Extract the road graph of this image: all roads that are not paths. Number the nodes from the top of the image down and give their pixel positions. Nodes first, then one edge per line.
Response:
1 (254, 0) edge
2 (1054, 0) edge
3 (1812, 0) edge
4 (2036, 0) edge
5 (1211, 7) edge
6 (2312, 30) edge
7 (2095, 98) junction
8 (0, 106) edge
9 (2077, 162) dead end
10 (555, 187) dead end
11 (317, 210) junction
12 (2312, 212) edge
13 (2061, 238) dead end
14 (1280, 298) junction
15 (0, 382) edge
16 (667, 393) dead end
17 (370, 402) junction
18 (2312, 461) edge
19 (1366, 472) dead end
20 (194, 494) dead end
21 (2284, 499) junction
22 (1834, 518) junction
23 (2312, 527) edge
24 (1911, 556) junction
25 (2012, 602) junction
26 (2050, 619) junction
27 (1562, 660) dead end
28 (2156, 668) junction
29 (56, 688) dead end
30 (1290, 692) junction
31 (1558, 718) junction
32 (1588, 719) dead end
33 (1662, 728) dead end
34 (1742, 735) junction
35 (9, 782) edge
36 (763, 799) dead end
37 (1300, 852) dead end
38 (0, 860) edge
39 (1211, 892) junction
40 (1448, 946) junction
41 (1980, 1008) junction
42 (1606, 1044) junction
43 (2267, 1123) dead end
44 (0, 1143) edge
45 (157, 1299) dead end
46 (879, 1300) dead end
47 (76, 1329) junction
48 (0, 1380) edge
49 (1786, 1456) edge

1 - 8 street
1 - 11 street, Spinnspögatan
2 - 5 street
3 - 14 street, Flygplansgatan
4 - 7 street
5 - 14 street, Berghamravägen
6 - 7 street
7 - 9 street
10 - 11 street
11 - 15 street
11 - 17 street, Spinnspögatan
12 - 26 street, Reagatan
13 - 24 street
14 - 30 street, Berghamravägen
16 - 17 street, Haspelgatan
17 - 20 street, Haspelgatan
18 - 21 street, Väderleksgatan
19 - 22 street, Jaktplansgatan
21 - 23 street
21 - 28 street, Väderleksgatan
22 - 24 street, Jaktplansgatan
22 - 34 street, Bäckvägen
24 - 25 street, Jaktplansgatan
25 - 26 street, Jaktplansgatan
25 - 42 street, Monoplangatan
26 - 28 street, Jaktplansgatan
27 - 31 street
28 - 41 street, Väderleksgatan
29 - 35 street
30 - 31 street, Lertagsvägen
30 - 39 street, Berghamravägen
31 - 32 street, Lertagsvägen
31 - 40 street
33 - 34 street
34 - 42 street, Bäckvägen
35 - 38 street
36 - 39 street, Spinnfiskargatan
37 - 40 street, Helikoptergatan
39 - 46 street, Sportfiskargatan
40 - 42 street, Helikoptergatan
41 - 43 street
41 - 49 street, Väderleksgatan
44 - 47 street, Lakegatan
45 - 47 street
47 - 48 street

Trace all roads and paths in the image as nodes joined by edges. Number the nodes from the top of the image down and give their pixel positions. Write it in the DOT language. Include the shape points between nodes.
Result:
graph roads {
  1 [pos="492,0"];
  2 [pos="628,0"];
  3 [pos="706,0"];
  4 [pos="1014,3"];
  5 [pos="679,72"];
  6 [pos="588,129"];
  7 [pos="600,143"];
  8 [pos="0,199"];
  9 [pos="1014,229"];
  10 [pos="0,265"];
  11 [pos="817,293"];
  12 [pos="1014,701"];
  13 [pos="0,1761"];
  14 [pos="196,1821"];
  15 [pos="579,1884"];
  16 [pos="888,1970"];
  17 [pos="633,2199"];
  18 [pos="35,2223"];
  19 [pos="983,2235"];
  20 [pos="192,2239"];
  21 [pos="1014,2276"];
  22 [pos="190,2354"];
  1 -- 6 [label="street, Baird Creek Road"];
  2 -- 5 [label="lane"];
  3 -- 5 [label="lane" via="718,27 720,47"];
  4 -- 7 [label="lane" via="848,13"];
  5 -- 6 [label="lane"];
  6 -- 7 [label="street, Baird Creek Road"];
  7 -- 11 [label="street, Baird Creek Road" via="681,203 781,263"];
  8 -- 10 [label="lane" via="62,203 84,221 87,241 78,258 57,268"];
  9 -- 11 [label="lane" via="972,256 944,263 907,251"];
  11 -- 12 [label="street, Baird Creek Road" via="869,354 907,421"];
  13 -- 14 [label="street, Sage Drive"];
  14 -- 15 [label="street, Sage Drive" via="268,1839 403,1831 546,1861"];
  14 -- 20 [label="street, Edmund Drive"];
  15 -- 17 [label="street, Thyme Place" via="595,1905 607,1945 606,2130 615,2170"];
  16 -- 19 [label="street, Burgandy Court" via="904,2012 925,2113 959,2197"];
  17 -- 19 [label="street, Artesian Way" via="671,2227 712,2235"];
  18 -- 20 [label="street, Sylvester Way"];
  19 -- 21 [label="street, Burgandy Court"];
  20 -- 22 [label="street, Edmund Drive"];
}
• • • • • • •
PROBLEM DETAILS –
Scan the material for "give" and copy the lines that hold it.

SOLUTION –
Extract the road graph of this image: all roads that are not paths. Number the nodes from the top of the image down and give their pixel positions. Nodes first, then one edge per line.
Trace all roads and paths in the image as nodes joined by edges. Number the nodes from the top of the image down and give their pixel positions. Write it in the DOT language. Include the shape points between nodes.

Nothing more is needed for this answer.